Five Signs You DO Need a Website (or Blog)
You Are Self-Publishing
Stop right there: if you are self-publishing you absolutely need to have your own website. Those looking to get published traditionally can at least rely on the legitimacy of your publisher to represent their books. But if you self-publish, it’s all on you. If someone googles your book and can’t even find a professional website to represent it, what does it say about the quality contained in your book? If you aren’t willing to invest in the most basic of promotion, what are the odds you have invested in the best editing and research for that book?
You’ve Completed a Draft of a Book
Notice that I didn’t say “you have published a book” or even “you have finished your book.” When your book is done is the time to start selling it, and you don’t sell to a community you’re not engaged in. Ideally you should be building your platform long before your book comes out. Before a book is published, a new author is usually in search of an agent or a publisher, and either is going to be looking at your website to see if you are actively engaged in promoting your work. You want to be building your audience before you are sending your book out to publishers and agents, which could be a year or more before the book ever sees print.

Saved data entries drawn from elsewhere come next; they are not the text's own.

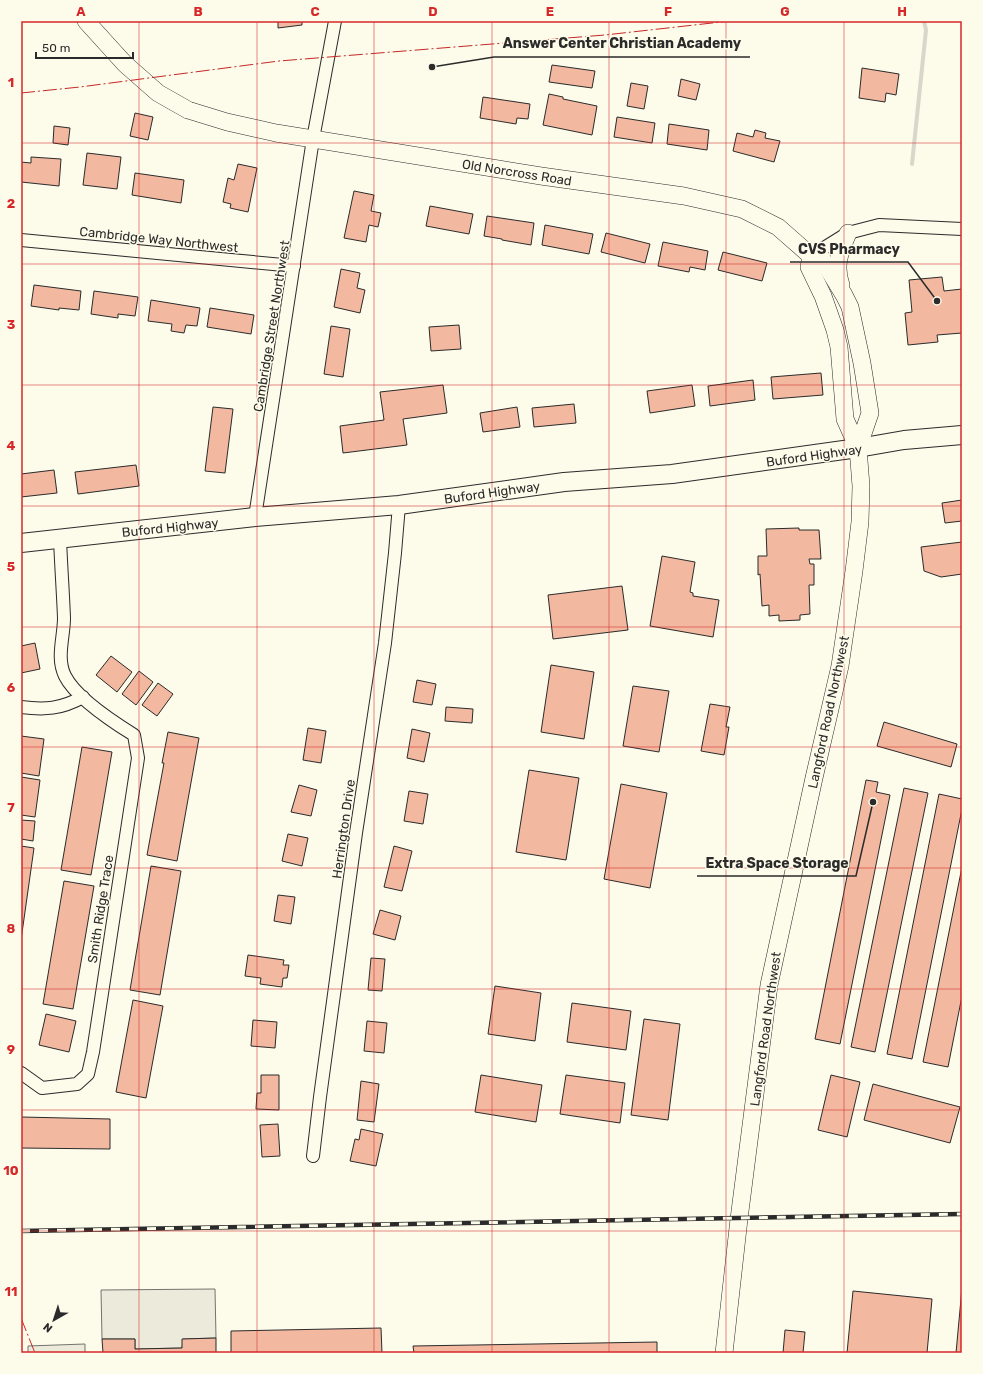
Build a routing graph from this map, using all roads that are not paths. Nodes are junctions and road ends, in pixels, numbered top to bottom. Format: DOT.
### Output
graph roads {
  1 [pos="86,21"];
  2 [pos="335,21"];
  3 [pos="313,139"];
  4 [pos="962,229"];
  5 [pos="848,233"];
  6 [pos="21,240"];
  7 [pos="811,256"];
  8 [pos="294,266"];
  9 [pos="844,295"];
  10 [pos="962,435"];
  11 [pos="858,448"];
  12 [pos="399,505"];
  13 [pos="255,517"];
  14 [pos="60,539"];
  15 [pos="21,543"];
  16 [pos="84,697"];
  17 [pos="21,708"];
  18 [pos="21,1073"];
  19 [pos="313,1156"];
  20 [pos="724,1353"];
  1 -- 3 [label="street, Old Norcross Road"];
  2 -- 3 [label="street, Cambridge Street Northwest"];
  3 -- 7 [label="street, Old Norcross Road"];
  3 -- 8 [label="street, Cambridge Street Northwest"];
  4 -- 5 [label="street"];
  5 -- 7 [label="street"];
  5 -- 9 [label="street"];
  6 -- 8 [label="street, Cambridge Way Northwest"];
  7 -- 9 [label="street, Langford Road Northwest"];
  7 -- 11 [label="street, Langford Road Northwest"];
  8 -- 13 [label="street, Cambridge Street Northwest"];
  9 -- 11 [label="street, Langford Road Northwest"];
  10 -- 11 [label="main road, Buford Highway"];
  11 -- 12 [label="main road, Buford Highway"];
  11 -- 20 [label="street, Langford Road Northwest"];
  12 -- 13 [label="main road, Buford Highway"];
  12 -- 19 [label="street, Herrington Drive"];
  13 -- 14 [label="main road, Buford Highway"];
  14 -- 15 [label="main road, Buford Highway"];
  14 -- 16 [label="street, Smith Ridge Trace"];
  16 -- 17 [label="street"];
  16 -- 18 [label="street, Smith Ridge Trace"];
}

You Have Written a Lot of Great Related Content
If you have been writing essays or blog posts regularly, e.g. as Facebook or Reddit posts, you are throwing away a lot of traffic. You are growing an audience, but that audience still belongs to the site where you are posting. If you know you are going to eventually want your own site, and you already have the discipline to regularly create good content, why not start growing your platform sooner?
One key word here is related. If you are writing one day about horror movies and the next day about gardening and the week after that about the smell of baby farts, each of those posts would not have the same audience. Unless your voice is central to your writing style (e.g. memoirists, humour essayists) you need to have some consistency in what you are writing about to make a site worthwhile.
You have a Branding Problem
This is one particular case where you’ll need an author site, even if it is just going to act as a business card for your writing. That is the case where the Google results for your name or book title are not to your liking. A good example of this is if someone else with the same name as you comes up often in searches for your own name. In that case it is crucial to own a domain with both your name and the additional search term people would associate with you. For example, George Washington might own GeorgeWashingtonAuthor.com.
You Are Getting National Media Attention
I once had a client hire me to develop all the content of her site in a hurry. She was in a rush because she wanted her site live before she was featured in a major nationwide magazine. This was a smart move, because that kind of PR will bring her a potential audience over night. It would be a shame for her to throw all that traffic away. If you’re going to be featured in any nationwide media, such as a morning show or glossy magazine, you will wish you had a website when it comes out.
Ultimately, the answer to, “when should I start building my platform?” is “as soon as possible.” However, it is not really necessary until you are sure that you are either growing a fandom around your work or you have something you are planning to sell. Hopefull this page has helped you get a sense of where you are in the process.